Paradox of Odds

POO - iconSeveral Brazilian rainforests have probably been pulped in the amount of written material devoted to the subject of using the past performance of a horse to predict today’s expected performance. Don Scott, recognised as the Father of Ratings, led the punting revolution with his idea of only betting when the odds available were in your favour.  Punters now refer to this concept as an overlay.  Overlays are widely accepted as the way to go if you are serious about your punting.  In Don’s 1982  book “The Winning Way” the mantra YOU CAN ONLY WIN WHEN THE ODDS ARE IN YOUR FAVOUR is repeated again and again.

So how do you know when the odds are in your favour?
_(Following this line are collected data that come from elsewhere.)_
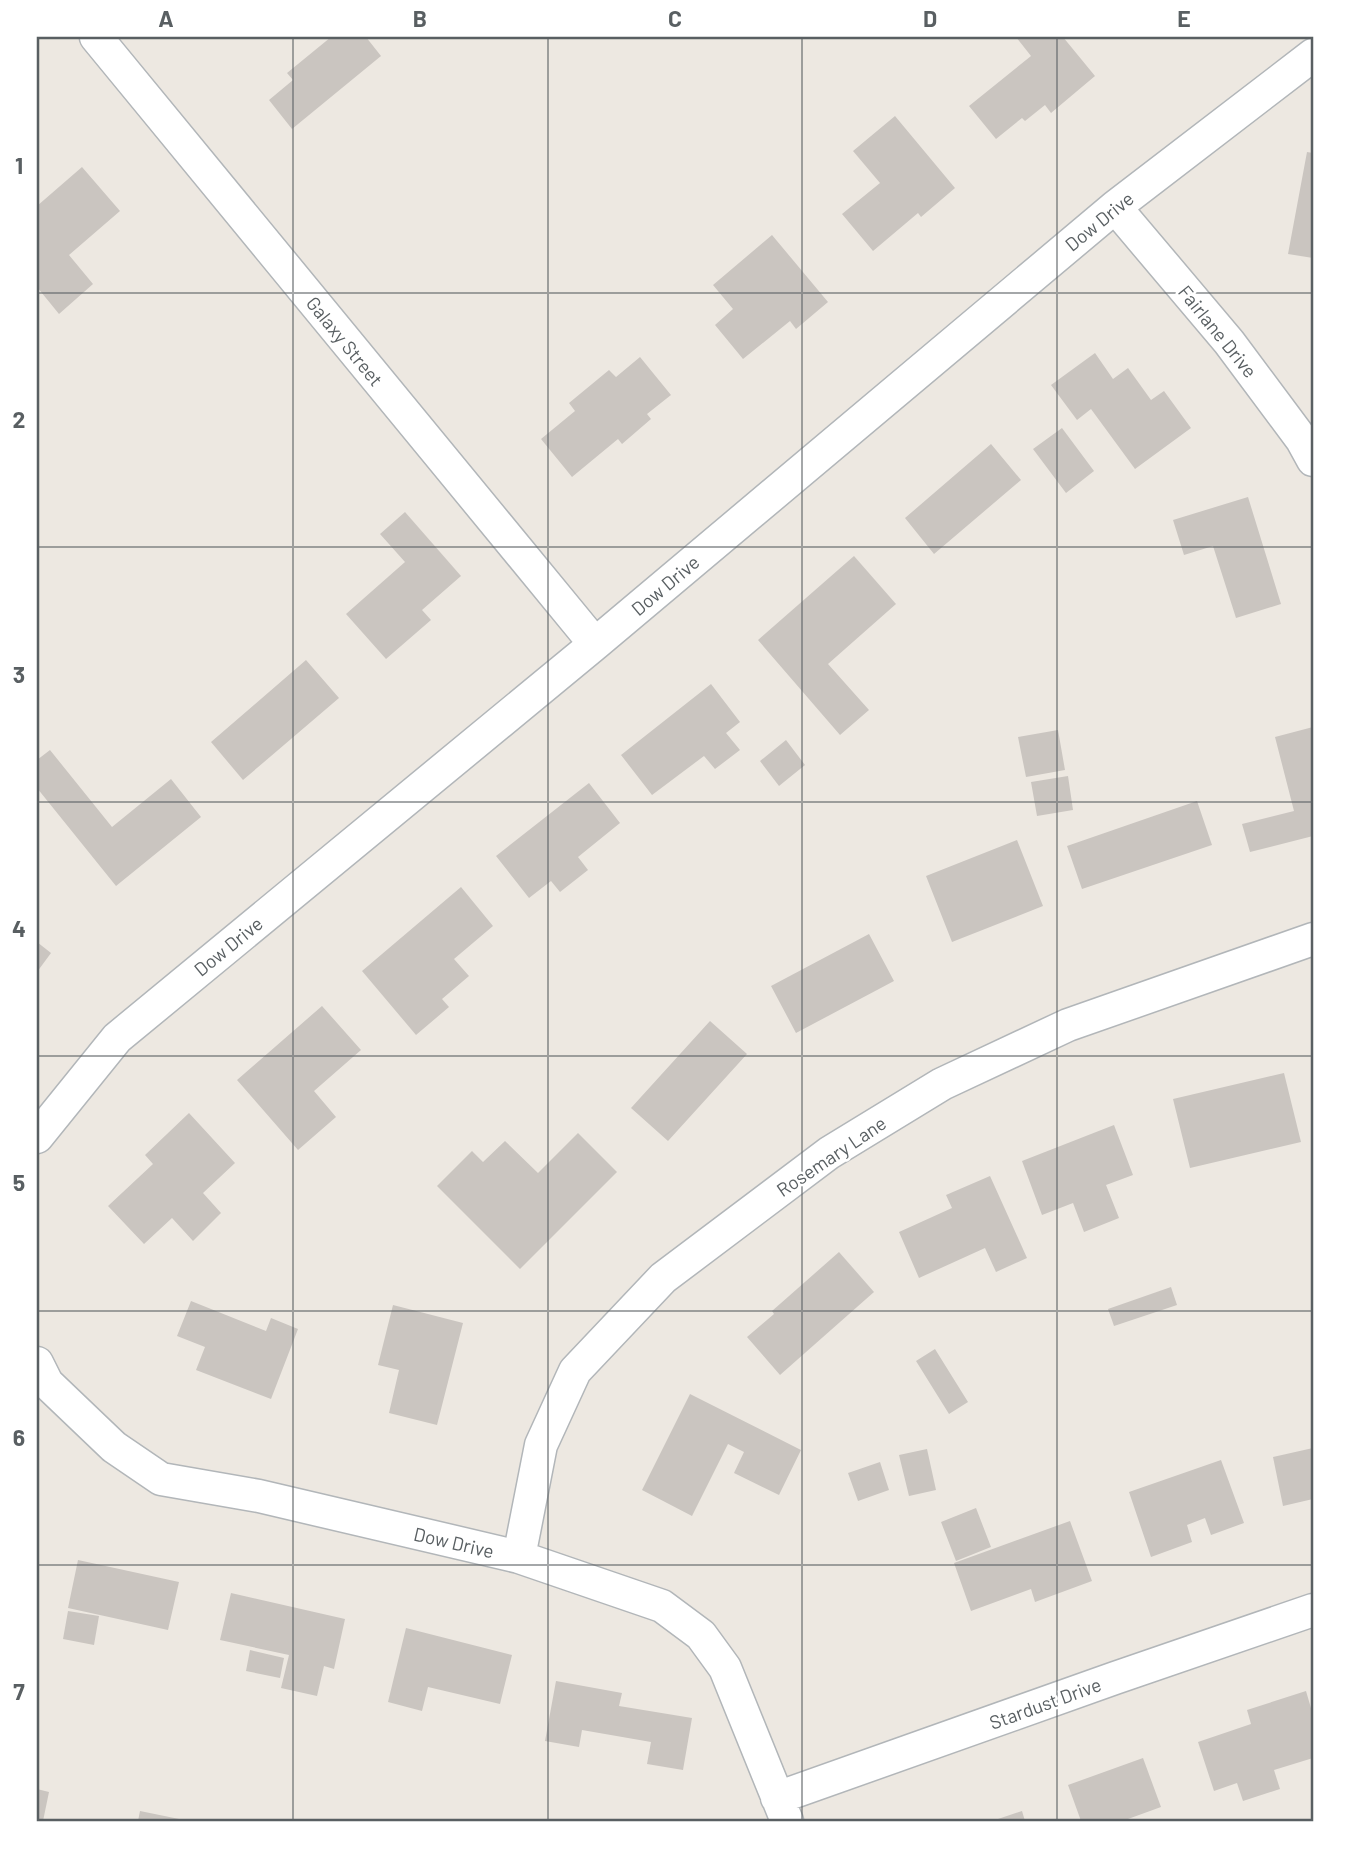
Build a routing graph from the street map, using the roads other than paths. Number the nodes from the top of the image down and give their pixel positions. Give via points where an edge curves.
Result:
1 (96, 37) edge
2 (1311, 37) edge
3 (1313, 42) edge
4 (1313, 55) edge
5 (1115, 207) junction
6 (1313, 460) edge
7 (595, 644) junction
8 (1313, 939) edge
9 (37, 1137) edge
10 (37, 1363) edge
11 (519, 1557) junction
12 (1313, 1610) edge
13 (782, 1810) edge

1 - 7 street, Galaxy Street
2 - 3 street
4 - 5 street, Dow Drive
5 - 6 street, Fairlane Drive via 1229,342
5 - 7 street, Dow Drive
7 - 9 street, Dow Drive via 117,1038
8 - 11 street, Rosemary Lane via 1068,1025 942,1084 829,1153 663,1278 575,1371 541,1445
10 - 11 street, Dow Drive via 47,1383 114,1447 161,1479 259,1496
11 - 13 street, Dow Drive via 662,1606 701,1635 725,1668
12 - 13 street, Stardust Drive via 1115,1678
Don doesn’t really help us much. In “The Winning Way” most of the material is devoted to how you should go about determining accurate ratings for each horse. Little time is spent on how you should then convert these ratings into odds. Don devotes just 6 of 438 pages to this topic – only 1.5% of the total book. Surely the true worth of your ratings cannot be realised until all the information you have obtained in doing the ratings is faithfully reflected in the final output – the required odds.

From personal experience I know that if the method you use to convert ratings to odds is not accurate and your top pick has the highest strike rate you end up just betting on your top pick most of the time, irrespective of whether it is an overlay.  You con yourself  into thinking that it must be the best bet because it is your top rated selection … but all you have done is ignore Don’s mantra.  The odds are definitely not in your favour.

And don’t you think it’s a bit of a waste, that all your ratings work is reduced into just one single number upon which the assessed price is solely based. This single-point value has to encapsulate the most likely performance expected of this horse.  But in reality every horse has its own range of performance ratings – from poor to outstanding – any one of which may occur today.  Why reduce all this information into one single-point rating when there is a method available which uses the full range of the horse’s performance ratings for calculating odds.

 A Two-Horse Race

The easiest way to start is to consider a two-horse race between horses A and  B which is run again and again.  Let’s assume that A and B have the following range of ratings, and that each rating is equally likely to occur:

  • A has ratings of 51, 52, 53, 59, 60, 61 for an average of 56.0
  • B has ratings of 50, 51, 57, 58, 58, 59 for an average of 55.5

In this head-to-head race let’s look at what happens if A performs a rating of  51.  For A to win, B has to perform at its lowest rating of 50 which happens once in every 6 races.  If B performs at 51 then the race will be a dead-heat and so we can ignore it.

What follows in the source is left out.